[Opening DATA TO PROCESS section]

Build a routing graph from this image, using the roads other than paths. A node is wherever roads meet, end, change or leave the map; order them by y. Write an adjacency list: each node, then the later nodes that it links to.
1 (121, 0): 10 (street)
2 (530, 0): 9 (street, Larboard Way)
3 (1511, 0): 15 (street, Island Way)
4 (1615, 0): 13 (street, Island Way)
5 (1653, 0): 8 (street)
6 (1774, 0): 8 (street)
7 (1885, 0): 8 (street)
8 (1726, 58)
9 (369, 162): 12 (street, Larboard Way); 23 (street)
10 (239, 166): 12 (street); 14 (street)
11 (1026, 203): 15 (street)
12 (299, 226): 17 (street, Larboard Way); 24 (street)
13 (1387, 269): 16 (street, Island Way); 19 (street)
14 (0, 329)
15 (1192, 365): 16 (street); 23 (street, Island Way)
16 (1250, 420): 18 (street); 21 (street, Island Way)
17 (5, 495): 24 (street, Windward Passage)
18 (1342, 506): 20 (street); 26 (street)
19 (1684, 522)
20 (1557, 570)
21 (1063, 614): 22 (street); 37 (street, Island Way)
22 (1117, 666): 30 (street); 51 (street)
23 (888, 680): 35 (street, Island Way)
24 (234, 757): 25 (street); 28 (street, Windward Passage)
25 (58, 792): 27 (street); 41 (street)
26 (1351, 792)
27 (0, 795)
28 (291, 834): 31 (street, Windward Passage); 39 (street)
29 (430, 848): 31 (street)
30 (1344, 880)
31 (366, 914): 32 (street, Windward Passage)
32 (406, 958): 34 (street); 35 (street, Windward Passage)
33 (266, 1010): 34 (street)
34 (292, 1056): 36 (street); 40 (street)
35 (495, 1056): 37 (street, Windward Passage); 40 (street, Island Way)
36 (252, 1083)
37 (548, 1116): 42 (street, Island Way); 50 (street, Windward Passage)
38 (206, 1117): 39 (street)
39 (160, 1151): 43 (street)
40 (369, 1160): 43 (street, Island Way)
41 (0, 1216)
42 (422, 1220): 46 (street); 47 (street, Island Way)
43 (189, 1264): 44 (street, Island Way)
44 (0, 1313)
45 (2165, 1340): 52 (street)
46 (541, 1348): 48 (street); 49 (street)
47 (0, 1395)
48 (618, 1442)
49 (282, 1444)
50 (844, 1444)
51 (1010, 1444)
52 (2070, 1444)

[Closing DATA TO PROCESS section]

PROBLEM: Within the entries above, find every line where the string "Passage" occurs, and copy it.

THE COMPLETED TASK:
17 (5, 495): 24 (street, Windward Passage)
24 (234, 757): 25 (street); 28 (street, Windward Passage)
28 (291, 834): 31 (street, Windward Passage); 39 (street)
31 (366, 914): 32 (street, Windward Passage)
32 (406, 958): 34 (street); 35 (street, Windward Passage)
35 (495, 1056): 37 (street, Windward Passage); 40 (street, Island Way)
37 (548, 1116): 42 (street, Island Way); 50 (street, Windward Passage)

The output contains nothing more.